I'm just getting back from a quick trip to Virginia, where I spoke on two panels Friday: one about writing about dogs, the other about disasters. At the end of the dog event, someone said something to me about "92." I thought they were saying that's how many people attended. Later someone said that's how many copies of my book were sold. I'm assuming that included sales during the previous week. I certainly didn't sign that many. There were two left at the end, which would add up to four cases total, so maybe it is true. I went directly from that event (at the Senior Center) to Barnes and Noble for the disaster panel, which included Katharine Weber and her novel Triangle. There were three copies of my book on display. This made me relax. Certainly I could manage to sell three copies. Later, the manager came to apologize: they had sold thirty copies in the previous two days, after having reordered earlier in the week. I find all of this bewildering, since the book has been out for a while. A year, in fact.
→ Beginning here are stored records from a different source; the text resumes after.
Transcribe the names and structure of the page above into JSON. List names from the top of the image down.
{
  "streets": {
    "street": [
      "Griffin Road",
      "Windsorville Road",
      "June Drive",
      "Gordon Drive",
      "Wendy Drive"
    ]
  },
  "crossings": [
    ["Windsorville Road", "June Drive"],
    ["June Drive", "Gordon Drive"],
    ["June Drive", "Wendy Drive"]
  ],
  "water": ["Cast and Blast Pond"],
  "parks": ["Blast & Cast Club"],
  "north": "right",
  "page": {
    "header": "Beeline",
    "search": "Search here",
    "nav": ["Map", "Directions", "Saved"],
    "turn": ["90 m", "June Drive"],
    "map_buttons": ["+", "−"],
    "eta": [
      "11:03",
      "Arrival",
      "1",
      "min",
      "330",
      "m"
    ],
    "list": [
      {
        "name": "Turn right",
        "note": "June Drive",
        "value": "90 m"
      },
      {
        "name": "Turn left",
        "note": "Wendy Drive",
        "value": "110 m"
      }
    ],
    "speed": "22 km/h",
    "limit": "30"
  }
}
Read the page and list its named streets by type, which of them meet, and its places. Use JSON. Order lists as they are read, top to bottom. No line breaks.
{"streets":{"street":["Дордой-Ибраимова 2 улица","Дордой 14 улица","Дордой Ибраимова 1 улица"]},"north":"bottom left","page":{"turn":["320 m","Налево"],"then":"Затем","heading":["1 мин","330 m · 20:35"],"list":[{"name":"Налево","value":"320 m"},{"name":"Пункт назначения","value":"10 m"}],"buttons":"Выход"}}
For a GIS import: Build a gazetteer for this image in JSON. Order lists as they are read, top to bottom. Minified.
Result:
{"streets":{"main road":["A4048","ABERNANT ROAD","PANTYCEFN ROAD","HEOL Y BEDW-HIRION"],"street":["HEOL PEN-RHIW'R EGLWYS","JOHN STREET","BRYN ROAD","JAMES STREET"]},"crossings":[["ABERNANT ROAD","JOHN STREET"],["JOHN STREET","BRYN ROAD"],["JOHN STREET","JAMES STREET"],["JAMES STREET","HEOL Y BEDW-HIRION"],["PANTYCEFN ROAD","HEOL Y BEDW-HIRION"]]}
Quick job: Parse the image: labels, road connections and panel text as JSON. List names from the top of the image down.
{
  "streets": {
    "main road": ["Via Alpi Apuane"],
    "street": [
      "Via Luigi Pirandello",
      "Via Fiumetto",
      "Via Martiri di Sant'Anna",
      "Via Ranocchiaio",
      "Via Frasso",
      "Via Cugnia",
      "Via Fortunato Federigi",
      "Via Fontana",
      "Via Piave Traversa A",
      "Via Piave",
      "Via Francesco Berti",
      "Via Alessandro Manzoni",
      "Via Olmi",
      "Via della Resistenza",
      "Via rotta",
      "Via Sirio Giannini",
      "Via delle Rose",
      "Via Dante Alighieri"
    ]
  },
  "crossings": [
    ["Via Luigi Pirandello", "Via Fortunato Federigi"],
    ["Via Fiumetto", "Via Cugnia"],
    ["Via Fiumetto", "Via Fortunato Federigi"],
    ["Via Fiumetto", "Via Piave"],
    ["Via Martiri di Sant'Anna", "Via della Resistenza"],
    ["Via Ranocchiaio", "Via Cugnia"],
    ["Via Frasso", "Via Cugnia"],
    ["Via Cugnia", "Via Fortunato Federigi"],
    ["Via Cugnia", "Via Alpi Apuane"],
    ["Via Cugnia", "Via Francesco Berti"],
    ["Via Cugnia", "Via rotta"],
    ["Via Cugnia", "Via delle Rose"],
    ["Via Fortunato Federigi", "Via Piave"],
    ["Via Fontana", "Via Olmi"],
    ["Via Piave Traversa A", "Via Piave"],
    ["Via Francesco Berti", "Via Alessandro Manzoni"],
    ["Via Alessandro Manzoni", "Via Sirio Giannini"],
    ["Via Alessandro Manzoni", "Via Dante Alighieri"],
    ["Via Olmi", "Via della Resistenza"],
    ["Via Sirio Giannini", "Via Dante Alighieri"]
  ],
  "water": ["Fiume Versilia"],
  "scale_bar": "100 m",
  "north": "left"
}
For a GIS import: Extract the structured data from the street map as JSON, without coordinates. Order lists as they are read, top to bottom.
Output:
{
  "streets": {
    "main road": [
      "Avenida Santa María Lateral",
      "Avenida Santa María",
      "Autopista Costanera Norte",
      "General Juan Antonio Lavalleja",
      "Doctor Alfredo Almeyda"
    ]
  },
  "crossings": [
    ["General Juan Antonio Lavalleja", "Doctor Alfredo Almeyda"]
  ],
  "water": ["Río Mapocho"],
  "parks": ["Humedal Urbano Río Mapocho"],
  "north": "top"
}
I got to catch up with some old friends, including Micheal Lowenthal and Gabriel Brownstein, and met a number of friends of friends and agents of friends and regular people and pit bulls out on the pedestrian mall. And then last night went to the big reception at the home of the president of UVa, where Nancy, who runs the festival, told me that my friend Amanda Davis had been on her way to the festival four years ago when her plane crashed, killing Amanda and her parents. I spent the rest of the evening thinking of Amanda, and how strange it was that I was there now, instead of her.
On a brighter note, I received a great email from a man who has been traveling the country via motorcycle with his brindle pit bull Spirit riding--safely--in the side-car. They ended up camping near the Best Friends Animal Sanctuary, where he found a copy of The Dogs Who Found Me at the gift shop. (They have a supply of signed copies there.) I'm hoping to get a photo of Spirit to post here later.